Estatísticas sobre licenças médicas apresentadas pelos tribunais ao Sintrajud mostraram que cerca de 50% das licenças médicas de 2007 eram provocadas por transtornos mentais e comportamentais. Em entrevista ao Jornal do Judiciário Débora fala sobre a relação do trabalho com a saúde e o que o trabalhador pode fazer para se prevenir. Leia trechos da entrevista:
O que a despertou para o estudo da influência do trabalho na saúde mental?
No começo atuei com exposição a produtos químicos, só que enquanto todos estavam preocupados em fazer um estudo para entender como isso repercutia no sistema nervoso central, periférico, eu estava mais preocupada em entender como a situação da pessoa saber que está exposta a produtos perigosos pode causar danos psíquicos.
É interessante porque a maioria das pessoas que mexe com produto químico faz a avaliação para ver se a pessoa está intoxicada ou não. Foi por onde eu comecei, mas depois eu comecei a perceber que tinha outra coisa que misturava a estação. Na verdade, o trabalhador poderia até estar intoxicado e ter então vários sintomas da intoxicação, acontece que existia uma sobreposição dos sintomas dele com os sintomas ligados ao estresse de estar exposto.

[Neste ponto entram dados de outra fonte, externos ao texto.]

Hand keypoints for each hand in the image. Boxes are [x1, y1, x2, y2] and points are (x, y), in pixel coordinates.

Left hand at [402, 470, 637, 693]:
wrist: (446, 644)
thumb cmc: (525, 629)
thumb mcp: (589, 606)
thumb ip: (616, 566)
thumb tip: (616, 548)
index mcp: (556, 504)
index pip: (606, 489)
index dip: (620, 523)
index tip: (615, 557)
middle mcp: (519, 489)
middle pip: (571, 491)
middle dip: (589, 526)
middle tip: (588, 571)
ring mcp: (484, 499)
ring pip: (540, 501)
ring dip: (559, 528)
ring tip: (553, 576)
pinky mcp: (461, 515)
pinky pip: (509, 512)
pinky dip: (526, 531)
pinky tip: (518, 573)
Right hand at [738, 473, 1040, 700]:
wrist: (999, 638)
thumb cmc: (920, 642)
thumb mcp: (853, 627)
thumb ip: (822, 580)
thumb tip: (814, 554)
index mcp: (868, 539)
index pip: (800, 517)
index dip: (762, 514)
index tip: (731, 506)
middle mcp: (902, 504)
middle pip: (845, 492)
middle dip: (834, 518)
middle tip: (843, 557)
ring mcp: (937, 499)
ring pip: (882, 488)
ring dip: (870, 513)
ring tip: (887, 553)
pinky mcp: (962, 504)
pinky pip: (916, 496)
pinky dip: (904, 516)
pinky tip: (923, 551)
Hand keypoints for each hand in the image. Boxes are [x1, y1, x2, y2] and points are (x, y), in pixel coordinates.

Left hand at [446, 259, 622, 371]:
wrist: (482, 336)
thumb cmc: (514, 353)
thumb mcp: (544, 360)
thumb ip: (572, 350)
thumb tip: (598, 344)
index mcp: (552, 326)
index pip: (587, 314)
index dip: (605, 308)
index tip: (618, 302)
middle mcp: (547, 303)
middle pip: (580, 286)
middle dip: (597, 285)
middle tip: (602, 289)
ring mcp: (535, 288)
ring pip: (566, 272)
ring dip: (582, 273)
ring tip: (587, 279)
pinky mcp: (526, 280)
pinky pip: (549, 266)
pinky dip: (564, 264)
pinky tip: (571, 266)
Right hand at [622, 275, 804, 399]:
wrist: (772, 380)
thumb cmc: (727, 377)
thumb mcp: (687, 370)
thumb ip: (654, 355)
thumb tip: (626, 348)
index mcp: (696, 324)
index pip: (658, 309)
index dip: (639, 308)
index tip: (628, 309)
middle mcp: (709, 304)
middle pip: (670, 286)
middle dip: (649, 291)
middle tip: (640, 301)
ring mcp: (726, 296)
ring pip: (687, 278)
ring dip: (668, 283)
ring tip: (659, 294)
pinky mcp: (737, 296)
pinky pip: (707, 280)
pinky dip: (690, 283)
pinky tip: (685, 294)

A pessoa que está intoxicada e tem danos à saúde causados pela exposição ao produto químico vai ter também estresse pelos problemas de saúde que podem ser ocasionados. Tem a ver com o medo, e aí o trabalhador cria estratégias para lidar com o medo de ficar doente.
Como a Sra. avalia a mudança em relação a área de saúde do trabalhador, antes era mais observado do ponto de vista físico?
Eu sou uma pessoa que acredito que o ser humano é um todo e as coisas se interagem. Por exemplo, se a pessoa tem um acidente eu posso partir do pressuposto de que ela está atraindo o acidente como forma de se afastar do trabalho. Não que todos sejam isso, principalmente, porque tem muitas empresas que às vezes não dão condições mínimas de segurança, mas às vezes é uma forma radical da pessoa que não está se agüentando conseguir se afastar do trabalho.
Não que ela provocou o acidente, mas ela inconscientemente pode ter provocado. Não é consciente, ela não vai lá e corta o dedo de propósito. Mas de uma somatória de coisas, pode ter um componente.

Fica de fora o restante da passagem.